TASK TO CARRY OUT:
Your answer should hold the data exactly as given, minus any picture.

□ □ □ □ □ □ □

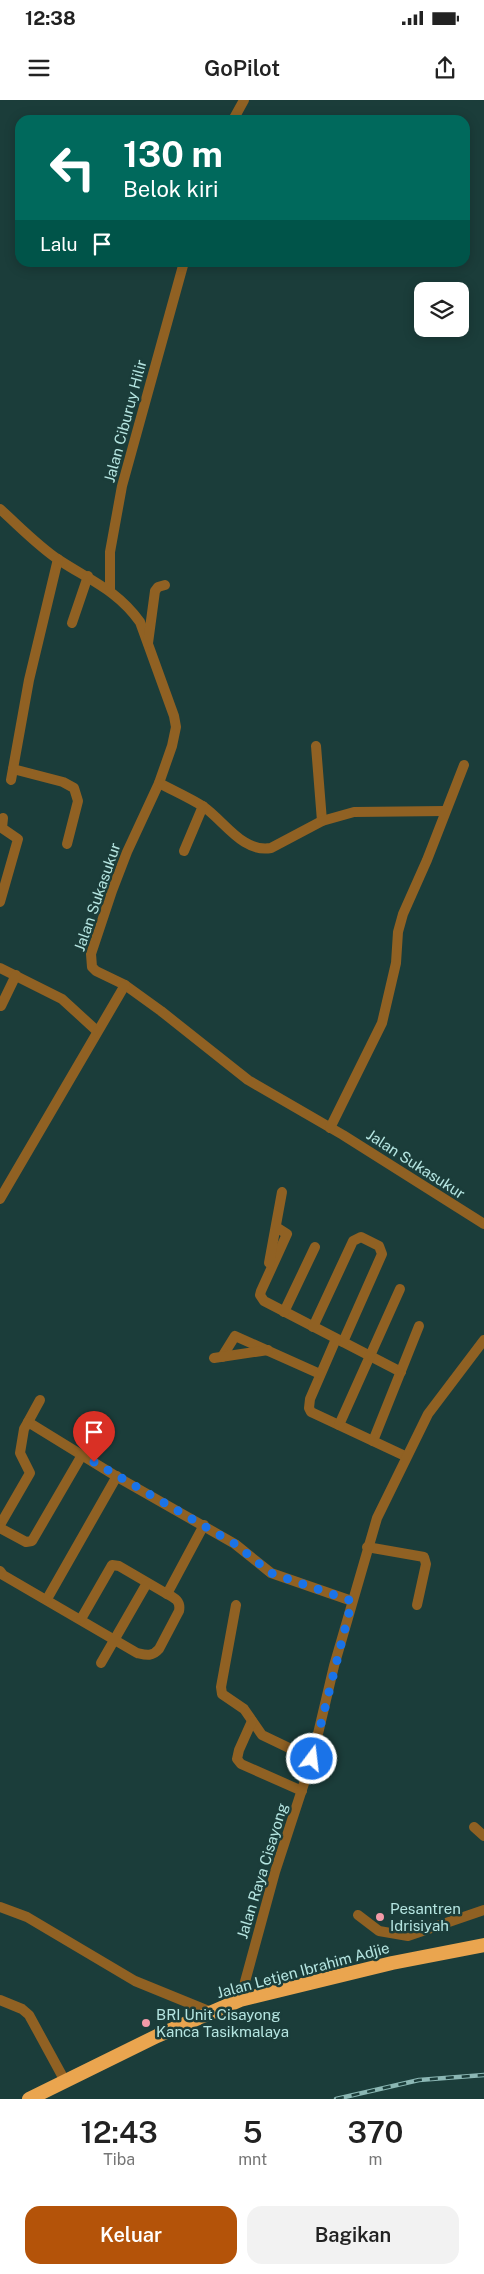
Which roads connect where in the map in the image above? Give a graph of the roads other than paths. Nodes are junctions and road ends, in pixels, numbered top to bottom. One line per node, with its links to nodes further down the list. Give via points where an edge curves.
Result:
1 (244, 100): 2 (street)
2 (236, 115)
3 (183, 267): 8 (street, Jalan Ciburuy Hilir, via 122,486 110,552)
4 (0, 509): 5 (street, Jalan Sukasukur)
5 (58, 559): 6 (street, Jalan Sukasukur); 13 (street, via 29,680)
6 (88, 576): 8 (street, Jalan Sukasukur); 9 (street)
7 (165, 585): 10 (street, via 155,592)
8 (110, 590): 10 (street, Jalan Sukasukur, via 140,622)
9 (72, 623)
10 (148, 644): 15 (street, Jalan Sukasukur, via 176,727)
11 (316, 746): 19 (street)
12 (464, 765): 17 (street)
13 (13, 769): 14 (street); 20 (street, via 64,782 74,788 78,801)
14 (12, 780)
15 (159, 783): 16 (street); 25 (street, Jalan Sukasukur, via 127,852 91,954 90,961 96,971)
16 (203, 806): 19 (street, via 241,839 262,849 271,848); 21 (street)
17 (445, 811): 19 (street, via 369,810); 28 (street, via 403,914 382,1023)
18 (3, 818): 22 (street, via 2,828 18,839)
19 (322, 821)
20 (67, 844)
21 (184, 851)
22 (0, 902)
23 (0, 968): 24 (street)
24 (16, 976): 26 (street); 27 (street, via 62,999)
25 (125, 985): 27 (street); 28 (street, Jalan Sukasukur, via 248,1080)
26 (1, 1006)
27 (98, 1031): 30 (street)
28 (330, 1128): 31 (street, Jalan Sukasukur)
29 (282, 1192): 34 (street, via 276,1227 286,1234 260,1295)
30 (0, 1199)
31 (484, 1224)
32 (316, 1247): 34 (street)
33 (400, 1289): 40 (street)
34 (284, 1312): 36 (street)
35 (419, 1326): 41 (street)
36 (313, 1327): 37 (street); 37 (street, via 353,1241 358,1236 379,1246 382,1254)
37 (339, 1340): 40 (street); 42 (street)
38 (484, 1340): 48 (street, Jalan Raya Cisayong, via 428,1414)
39 (269, 1350): 39 (street, via 218,1357 235,1336); 42 (street)
40 (370, 1355): 41 (street); 45 (street)
41 (401, 1372): 46 (street)
42 (320, 1374): 45 (street, via 309,1408)
43 (40, 1400): 44 (street)
44 (28, 1422): 47 (street); 51 (street, via 20,1453 30,1473)
45 (339, 1425): 46 (street)
46 (373, 1441): 48 (street)
47 (82, 1455): 49 (street); 51 (street, via 32,1541 26,1542)
48 (406, 1456): 52 (street, Jalan Raya Cisayong)
49 (117, 1476): 50 (street); 56 (street)
50 (204, 1525): 55 (street); 57 (street, via 235,1544 271,1573)
51 (0, 1526)
52 (367, 1547): 57 (street, Jalan Raya Cisayong); 59 (street, via 424,1557 426,1564)
53 (0, 1571): 56 (street)
54 (147, 1583): 55 (street); 60 (street, via 112,1565); 61 (street)
55 (167, 1594): 61 (street, via 177,1599 179,1611 154,1654 137,1653)
56 (47, 1599): 60 (street)
57 (352, 1601): 64 (street, Jalan Raya Cisayong)
58 (236, 1605): 63 (street, via 221,1691 224,1697 244,1709)
59 (417, 1605)
60 (81, 1619): 61 (street)
61 (114, 1639): 62 (street)
62 (101, 1663)
63 (252, 1721): 64 (street, via 262,1735); 65 (street, via 237,1759 241,1764)
64 (312, 1759): 65 (street, Jalan Raya Cisayong)
65 (302, 1791): 73 (street, Jalan Raya Cisayong, via 259,1927)
66 (474, 1827): 67 (street)
67 (484, 1836)
68 (0, 1907): 74 (street, via 27,1917 135,1980)
69 (484, 1910): 70 (street, via 408,1936 379,1931)
70 (358, 1915)
71 (484, 1945): 73 (highway, Jalan Letjen Ibrahim Adjie, via 392,1963)
72 (0, 2000): 75 (street, via 28,2015)
73 (240, 2000): 74 (highway, Jalan Letjen Ibrahim Adjie)
74 (211, 2012): 75 (highway, Jalan Letjen Ibrahim Adjie)
75 (65, 2081): 76 (highway, Jalan Letjen Ibrahim Adjie)
76 (29, 2099)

□ □ □ □ □ □ □

THE ANSWER:
Which roads connect where in the map in the image above? Give a graph of the roads other than paths. Nodes are junctions and road ends, in pixels, numbered top to bottom. One line per node, with its links to nodes further down the list. Give via points where an edge curves.
Result:
1 (244, 100): 2 (street)
2 (236, 115)
3 (183, 267): 8 (street, Jalan Ciburuy Hilir, via 122,486 110,552)
4 (0, 509): 5 (street, Jalan Sukasukur)
5 (58, 559): 6 (street, Jalan Sukasukur); 13 (street, via 29,680)
6 (88, 576): 8 (street, Jalan Sukasukur); 9 (street)
7 (165, 585): 10 (street, via 155,592)
8 (110, 590): 10 (street, Jalan Sukasukur, via 140,622)
9 (72, 623)
10 (148, 644): 15 (street, Jalan Sukasukur, via 176,727)
11 (316, 746): 19 (street)
12 (464, 765): 17 (street)
13 (13, 769): 14 (street); 20 (street, via 64,782 74,788 78,801)
14 (12, 780)
15 (159, 783): 16 (street); 25 (street, Jalan Sukasukur, via 127,852 91,954 90,961 96,971)
16 (203, 806): 19 (street, via 241,839 262,849 271,848); 21 (street)
17 (445, 811): 19 (street, via 369,810); 28 (street, via 403,914 382,1023)
18 (3, 818): 22 (street, via 2,828 18,839)
19 (322, 821)
20 (67, 844)
21 (184, 851)
22 (0, 902)
23 (0, 968): 24 (street)
24 (16, 976): 26 (street); 27 (street, via 62,999)
25 (125, 985): 27 (street); 28 (street, Jalan Sukasukur, via 248,1080)
26 (1, 1006)
27 (98, 1031): 30 (street)
28 (330, 1128): 31 (street, Jalan Sukasukur)
29 (282, 1192): 34 (street, via 276,1227 286,1234 260,1295)
30 (0, 1199)
31 (484, 1224)
32 (316, 1247): 34 (street)
33 (400, 1289): 40 (street)
34 (284, 1312): 36 (street)
35 (419, 1326): 41 (street)
36 (313, 1327): 37 (street); 37 (street, via 353,1241 358,1236 379,1246 382,1254)
37 (339, 1340): 40 (street); 42 (street)
38 (484, 1340): 48 (street, Jalan Raya Cisayong, via 428,1414)
39 (269, 1350): 39 (street, via 218,1357 235,1336); 42 (street)
40 (370, 1355): 41 (street); 45 (street)
41 (401, 1372): 46 (street)
42 (320, 1374): 45 (street, via 309,1408)
43 (40, 1400): 44 (street)
44 (28, 1422): 47 (street); 51 (street, via 20,1453 30,1473)
45 (339, 1425): 46 (street)
46 (373, 1441): 48 (street)
47 (82, 1455): 49 (street); 51 (street, via 32,1541 26,1542)
48 (406, 1456): 52 (street, Jalan Raya Cisayong)
49 (117, 1476): 50 (street); 56 (street)
50 (204, 1525): 55 (street); 57 (street, via 235,1544 271,1573)
51 (0, 1526)
52 (367, 1547): 57 (street, Jalan Raya Cisayong); 59 (street, via 424,1557 426,1564)
53 (0, 1571): 56 (street)
54 (147, 1583): 55 (street); 60 (street, via 112,1565); 61 (street)
55 (167, 1594): 61 (street, via 177,1599 179,1611 154,1654 137,1653)
56 (47, 1599): 60 (street)
57 (352, 1601): 64 (street, Jalan Raya Cisayong)
58 (236, 1605): 63 (street, via 221,1691 224,1697 244,1709)
59 (417, 1605)
60 (81, 1619): 61 (street)
61 (114, 1639): 62 (street)
62 (101, 1663)
63 (252, 1721): 64 (street, via 262,1735); 65 (street, via 237,1759 241,1764)
64 (312, 1759): 65 (street, Jalan Raya Cisayong)
65 (302, 1791): 73 (street, Jalan Raya Cisayong, via 259,1927)
66 (474, 1827): 67 (street)
67 (484, 1836)
68 (0, 1907): 74 (street, via 27,1917 135,1980)
69 (484, 1910): 70 (street, via 408,1936 379,1931)
70 (358, 1915)
71 (484, 1945): 73 (highway, Jalan Letjen Ibrahim Adjie, via 392,1963)
72 (0, 2000): 75 (street, via 28,2015)
73 (240, 2000): 74 (highway, Jalan Letjen Ibrahim Adjie)
74 (211, 2012): 75 (highway, Jalan Letjen Ibrahim Adjie)
75 (65, 2081): 76 (highway, Jalan Letjen Ibrahim Adjie)
76 (29, 2099)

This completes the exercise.